Re: Presumably an April Fool's joke
Posted: Fri Apr 13, 2012 5:01 am
by BB+
Here is another flaw:
Some readers were not so convinced that the method was impossible. Why couldn't the pruning of the tree, using Rybka set with a plausible evaluation window, produce a result with the awesome hardware mentioned in the article. [...]
Once you have the possibility of a drawn outcome, or claim that you have found a forced drawing move, the numbers involved become galactic – many, many orders of magnitude bigger than anything we can envision.
ChessBase/Rajlich claims that proving something is a draw is orders of magnitude more difficult than proving a win. At the level of credulity, this should indeed be the case (as per KenT's comment).

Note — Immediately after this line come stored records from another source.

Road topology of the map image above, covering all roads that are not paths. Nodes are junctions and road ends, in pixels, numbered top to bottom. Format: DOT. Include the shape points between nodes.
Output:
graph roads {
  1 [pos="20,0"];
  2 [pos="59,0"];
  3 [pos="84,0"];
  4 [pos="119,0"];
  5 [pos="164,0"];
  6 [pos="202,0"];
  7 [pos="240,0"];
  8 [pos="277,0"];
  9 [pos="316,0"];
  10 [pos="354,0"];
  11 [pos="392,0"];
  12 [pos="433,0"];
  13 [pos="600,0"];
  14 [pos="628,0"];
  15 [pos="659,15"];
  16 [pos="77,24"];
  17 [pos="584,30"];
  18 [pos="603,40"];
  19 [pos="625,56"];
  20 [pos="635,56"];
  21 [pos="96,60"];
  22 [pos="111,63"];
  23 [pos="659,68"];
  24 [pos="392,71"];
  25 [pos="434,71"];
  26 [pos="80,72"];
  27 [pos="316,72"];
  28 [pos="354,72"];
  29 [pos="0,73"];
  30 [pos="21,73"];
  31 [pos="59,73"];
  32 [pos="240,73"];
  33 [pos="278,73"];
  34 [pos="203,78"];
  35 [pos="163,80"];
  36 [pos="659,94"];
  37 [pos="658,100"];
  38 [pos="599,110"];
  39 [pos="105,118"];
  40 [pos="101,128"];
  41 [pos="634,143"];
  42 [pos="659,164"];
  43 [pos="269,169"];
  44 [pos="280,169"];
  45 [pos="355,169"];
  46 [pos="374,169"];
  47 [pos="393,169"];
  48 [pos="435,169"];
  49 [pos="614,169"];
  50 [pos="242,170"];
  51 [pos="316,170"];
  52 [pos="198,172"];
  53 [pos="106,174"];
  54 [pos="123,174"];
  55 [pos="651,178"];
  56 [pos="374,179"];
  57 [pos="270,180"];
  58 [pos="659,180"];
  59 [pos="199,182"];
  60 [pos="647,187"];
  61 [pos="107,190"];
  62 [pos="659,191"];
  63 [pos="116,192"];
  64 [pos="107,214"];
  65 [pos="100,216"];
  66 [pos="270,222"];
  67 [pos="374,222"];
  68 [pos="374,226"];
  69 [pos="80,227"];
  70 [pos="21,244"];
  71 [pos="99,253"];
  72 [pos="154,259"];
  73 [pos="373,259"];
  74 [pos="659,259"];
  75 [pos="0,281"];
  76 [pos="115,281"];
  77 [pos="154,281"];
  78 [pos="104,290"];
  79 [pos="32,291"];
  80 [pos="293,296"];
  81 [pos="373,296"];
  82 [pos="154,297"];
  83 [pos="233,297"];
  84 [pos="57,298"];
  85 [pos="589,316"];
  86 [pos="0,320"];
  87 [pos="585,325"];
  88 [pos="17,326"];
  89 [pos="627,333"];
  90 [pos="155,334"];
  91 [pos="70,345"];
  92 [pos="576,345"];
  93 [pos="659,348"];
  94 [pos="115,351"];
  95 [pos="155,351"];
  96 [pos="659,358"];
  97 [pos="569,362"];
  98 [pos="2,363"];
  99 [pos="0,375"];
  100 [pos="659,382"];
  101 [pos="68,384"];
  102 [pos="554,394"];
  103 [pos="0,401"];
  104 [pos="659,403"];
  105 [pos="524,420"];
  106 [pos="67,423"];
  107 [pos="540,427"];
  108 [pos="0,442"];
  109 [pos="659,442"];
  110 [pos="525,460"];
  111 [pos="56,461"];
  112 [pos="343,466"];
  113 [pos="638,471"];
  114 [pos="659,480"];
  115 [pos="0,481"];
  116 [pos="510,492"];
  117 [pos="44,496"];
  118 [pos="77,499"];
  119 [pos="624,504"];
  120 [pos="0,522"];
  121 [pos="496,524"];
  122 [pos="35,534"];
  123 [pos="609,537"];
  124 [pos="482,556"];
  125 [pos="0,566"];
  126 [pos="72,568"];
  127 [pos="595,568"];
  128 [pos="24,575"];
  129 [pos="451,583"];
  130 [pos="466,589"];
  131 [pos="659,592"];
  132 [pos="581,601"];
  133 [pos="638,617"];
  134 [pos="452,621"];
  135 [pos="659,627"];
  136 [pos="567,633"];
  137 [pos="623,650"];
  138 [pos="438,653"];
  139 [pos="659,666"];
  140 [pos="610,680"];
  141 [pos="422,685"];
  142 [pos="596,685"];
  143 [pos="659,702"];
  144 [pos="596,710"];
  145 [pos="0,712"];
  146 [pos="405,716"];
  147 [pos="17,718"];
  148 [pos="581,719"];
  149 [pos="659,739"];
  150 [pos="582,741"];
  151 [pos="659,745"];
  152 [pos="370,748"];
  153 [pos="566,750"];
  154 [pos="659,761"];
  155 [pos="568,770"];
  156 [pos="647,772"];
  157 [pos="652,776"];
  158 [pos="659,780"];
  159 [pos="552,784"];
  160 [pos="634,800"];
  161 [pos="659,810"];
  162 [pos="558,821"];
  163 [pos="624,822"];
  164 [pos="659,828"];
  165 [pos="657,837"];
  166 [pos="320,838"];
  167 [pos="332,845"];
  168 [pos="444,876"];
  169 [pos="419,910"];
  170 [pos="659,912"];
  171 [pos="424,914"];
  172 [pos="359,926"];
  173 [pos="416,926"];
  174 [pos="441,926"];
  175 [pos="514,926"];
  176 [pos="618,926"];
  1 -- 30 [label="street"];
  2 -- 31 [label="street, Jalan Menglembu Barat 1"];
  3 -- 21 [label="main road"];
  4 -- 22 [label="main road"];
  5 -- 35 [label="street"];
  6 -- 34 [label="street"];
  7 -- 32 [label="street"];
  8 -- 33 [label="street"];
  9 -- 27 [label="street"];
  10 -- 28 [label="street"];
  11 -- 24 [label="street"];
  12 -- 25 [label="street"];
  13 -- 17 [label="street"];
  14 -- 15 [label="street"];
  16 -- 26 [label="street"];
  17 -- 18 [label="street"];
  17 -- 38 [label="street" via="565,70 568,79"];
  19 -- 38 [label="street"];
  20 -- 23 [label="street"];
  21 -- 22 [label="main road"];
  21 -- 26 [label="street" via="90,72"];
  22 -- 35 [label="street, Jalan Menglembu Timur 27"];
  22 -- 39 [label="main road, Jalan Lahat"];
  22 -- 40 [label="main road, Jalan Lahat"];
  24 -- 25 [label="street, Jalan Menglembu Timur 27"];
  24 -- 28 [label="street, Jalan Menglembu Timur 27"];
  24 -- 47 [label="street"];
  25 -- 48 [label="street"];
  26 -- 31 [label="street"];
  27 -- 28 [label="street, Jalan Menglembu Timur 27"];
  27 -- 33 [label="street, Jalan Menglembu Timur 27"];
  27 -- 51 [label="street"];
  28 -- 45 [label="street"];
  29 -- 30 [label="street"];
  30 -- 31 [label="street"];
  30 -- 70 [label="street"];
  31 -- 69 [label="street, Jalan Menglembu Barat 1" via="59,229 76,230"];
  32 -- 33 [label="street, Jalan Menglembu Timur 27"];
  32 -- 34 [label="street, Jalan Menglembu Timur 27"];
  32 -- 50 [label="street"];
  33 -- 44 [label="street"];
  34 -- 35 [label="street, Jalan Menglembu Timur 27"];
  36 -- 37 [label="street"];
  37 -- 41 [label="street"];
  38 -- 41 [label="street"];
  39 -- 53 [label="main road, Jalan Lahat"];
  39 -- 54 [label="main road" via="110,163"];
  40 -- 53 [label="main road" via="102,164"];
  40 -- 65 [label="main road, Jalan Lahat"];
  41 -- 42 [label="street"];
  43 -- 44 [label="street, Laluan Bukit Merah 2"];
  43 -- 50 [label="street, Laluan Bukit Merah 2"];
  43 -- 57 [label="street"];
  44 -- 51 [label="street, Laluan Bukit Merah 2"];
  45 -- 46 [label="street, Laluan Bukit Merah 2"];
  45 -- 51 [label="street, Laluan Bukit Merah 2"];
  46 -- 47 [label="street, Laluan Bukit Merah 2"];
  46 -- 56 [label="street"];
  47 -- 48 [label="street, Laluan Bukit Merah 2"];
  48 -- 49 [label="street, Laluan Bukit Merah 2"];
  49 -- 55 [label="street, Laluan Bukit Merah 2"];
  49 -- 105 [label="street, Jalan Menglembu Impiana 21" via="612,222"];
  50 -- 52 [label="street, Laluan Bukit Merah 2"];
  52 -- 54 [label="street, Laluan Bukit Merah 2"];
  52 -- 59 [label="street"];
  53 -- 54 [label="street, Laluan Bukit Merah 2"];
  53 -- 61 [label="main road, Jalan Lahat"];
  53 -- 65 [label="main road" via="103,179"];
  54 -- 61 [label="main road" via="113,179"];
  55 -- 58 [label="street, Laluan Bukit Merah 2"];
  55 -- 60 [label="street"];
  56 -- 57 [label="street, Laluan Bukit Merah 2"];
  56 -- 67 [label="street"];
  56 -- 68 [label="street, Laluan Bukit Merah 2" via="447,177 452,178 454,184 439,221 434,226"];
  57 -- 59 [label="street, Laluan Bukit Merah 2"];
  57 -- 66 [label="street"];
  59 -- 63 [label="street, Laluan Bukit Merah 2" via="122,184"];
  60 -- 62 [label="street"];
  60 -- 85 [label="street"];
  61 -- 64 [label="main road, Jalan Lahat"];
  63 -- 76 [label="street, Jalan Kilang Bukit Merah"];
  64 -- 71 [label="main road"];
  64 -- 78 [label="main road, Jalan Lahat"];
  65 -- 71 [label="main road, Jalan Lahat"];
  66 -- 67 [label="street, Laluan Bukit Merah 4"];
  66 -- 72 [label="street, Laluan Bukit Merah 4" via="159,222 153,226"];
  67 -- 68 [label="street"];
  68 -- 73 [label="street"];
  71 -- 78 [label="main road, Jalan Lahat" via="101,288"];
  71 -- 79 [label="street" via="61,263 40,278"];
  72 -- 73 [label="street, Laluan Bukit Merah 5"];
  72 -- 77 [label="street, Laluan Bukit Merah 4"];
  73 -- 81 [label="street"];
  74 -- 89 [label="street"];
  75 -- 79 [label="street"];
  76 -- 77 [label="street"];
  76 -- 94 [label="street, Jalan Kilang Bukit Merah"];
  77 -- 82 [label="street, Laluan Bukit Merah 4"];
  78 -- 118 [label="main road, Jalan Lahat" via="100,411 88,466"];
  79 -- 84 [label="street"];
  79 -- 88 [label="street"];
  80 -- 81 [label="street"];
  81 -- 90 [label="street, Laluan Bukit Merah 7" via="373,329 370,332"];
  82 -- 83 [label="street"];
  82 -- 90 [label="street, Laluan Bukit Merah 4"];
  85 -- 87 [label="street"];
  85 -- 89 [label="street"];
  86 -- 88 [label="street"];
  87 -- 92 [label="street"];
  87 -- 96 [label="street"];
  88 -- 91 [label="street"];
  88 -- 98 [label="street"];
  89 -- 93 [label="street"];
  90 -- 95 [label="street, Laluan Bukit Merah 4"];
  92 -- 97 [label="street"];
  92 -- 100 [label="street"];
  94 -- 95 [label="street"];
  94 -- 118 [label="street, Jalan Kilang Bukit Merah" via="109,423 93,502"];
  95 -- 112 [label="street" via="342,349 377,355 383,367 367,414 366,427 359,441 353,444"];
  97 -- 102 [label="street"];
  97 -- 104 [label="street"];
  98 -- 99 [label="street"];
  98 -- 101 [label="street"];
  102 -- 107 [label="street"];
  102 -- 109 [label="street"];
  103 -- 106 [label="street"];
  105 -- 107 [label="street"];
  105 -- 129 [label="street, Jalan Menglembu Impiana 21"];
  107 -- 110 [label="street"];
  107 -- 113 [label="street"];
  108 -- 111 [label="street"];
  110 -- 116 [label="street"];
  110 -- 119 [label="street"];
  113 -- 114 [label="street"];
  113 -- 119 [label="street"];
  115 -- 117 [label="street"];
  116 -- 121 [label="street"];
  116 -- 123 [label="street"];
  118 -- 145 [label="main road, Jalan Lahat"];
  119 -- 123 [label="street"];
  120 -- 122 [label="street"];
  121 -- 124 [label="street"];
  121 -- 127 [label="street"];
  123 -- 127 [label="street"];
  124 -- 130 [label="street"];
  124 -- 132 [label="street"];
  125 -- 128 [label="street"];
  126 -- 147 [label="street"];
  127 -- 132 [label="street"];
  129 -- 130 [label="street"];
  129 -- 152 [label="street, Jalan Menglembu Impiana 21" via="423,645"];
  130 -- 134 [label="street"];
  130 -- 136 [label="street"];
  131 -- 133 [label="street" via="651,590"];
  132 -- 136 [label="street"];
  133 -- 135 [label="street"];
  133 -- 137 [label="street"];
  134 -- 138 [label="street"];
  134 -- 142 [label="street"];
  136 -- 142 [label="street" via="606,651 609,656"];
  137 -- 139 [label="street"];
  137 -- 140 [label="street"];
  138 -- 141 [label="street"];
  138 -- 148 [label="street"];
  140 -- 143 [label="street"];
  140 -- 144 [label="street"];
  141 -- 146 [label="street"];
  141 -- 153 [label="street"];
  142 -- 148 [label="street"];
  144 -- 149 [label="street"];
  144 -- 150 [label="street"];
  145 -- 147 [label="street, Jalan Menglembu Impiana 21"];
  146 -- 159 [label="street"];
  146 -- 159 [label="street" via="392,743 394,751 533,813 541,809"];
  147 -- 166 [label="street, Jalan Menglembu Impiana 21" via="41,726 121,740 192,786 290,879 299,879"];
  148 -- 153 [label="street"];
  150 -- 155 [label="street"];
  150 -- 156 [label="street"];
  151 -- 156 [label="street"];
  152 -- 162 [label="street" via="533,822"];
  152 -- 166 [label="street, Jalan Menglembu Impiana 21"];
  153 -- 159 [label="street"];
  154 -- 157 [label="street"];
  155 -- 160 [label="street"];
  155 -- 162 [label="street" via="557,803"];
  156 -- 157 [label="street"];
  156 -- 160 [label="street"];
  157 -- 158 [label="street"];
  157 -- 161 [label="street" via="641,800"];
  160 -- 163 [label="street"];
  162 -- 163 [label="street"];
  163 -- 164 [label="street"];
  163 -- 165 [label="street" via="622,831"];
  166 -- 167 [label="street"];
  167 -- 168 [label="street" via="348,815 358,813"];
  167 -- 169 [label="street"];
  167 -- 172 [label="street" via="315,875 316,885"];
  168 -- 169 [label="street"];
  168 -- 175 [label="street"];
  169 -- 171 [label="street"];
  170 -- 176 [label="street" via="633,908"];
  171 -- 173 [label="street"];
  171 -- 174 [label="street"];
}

But the idea that "proving draws is
too hard" does not need to be true
in a specific given case.
Indeed, we all know positions where proving a draw is easy: every move for White except one loses quickly [perhaps in the RybkaWatson 5.12 sense], then the same for Black, etc. After a few moves, it's a draw by repetition. QED.
The unspoken assumption which seems to have tripped VR/CB up is to assume that drawn positions "typically" have
many drawing moves. Then indeed there would a tree explosion. But given that we need to suspend disbelief in the first place, I don't see any particular reason (other than to make his explanation work) that one shouldn't conclude that after 1. e4 e5 2. f4 exf4 3. Be2 d5 4. exd5, that after a suitably large tree search of depth 25-30 or something, both sides are essentially forced to quickly seek a repetition, as else a quick loss would ensue.
Re: Presumably an April Fool's joke
Posted: Sun Apr 15, 2012 9:02 am
by kingliveson
IgorIppolit
wrote:April: Rybka Capitalists rely to ChessBase boomers unto hoaxery (Pago)! Emission failure (5) deems in rigidity, yet Fat Propaganda buys only with turdy.
http://ippolit.wikispaces.com/History
Say what?
Re: Presumably an April Fool's joke
Posted: Sun Apr 15, 2012 9:56 am
by Jeremy Bernstein
kingliveson wrote:IgorIppolit
wrote:April: Rybka Capitalists rely to ChessBase boomers unto hoaxery (Pago)! Emission failure (5) deems in rigidity, yet Fat Propaganda buys only with turdy.
http://ippolit.wikispaces.com/History
Say what?
Comrades Propaganda affords the tall giraffery! Haha!
There is some brilliant writing on this page. Love it!
jb
Re: Presumably an April Fool's joke
Posted: Tue Apr 17, 2012 12:20 am
by hyatt
Jeremy Bernstein wrote:kingliveson wrote:IgorIppolit
wrote:April: Rybka Capitalists rely to ChessBase boomers unto hoaxery (Pago)! Emission failure (5) deems in rigidity, yet Fat Propaganda buys only with turdy.
http://ippolit.wikispaces.com/History
Say what?
Comrades Propaganda affords the tall giraffery! Haha!
There is some brilliant writing on this page. Love it!
jb
Had no idea Rolf was writing for a Wiki.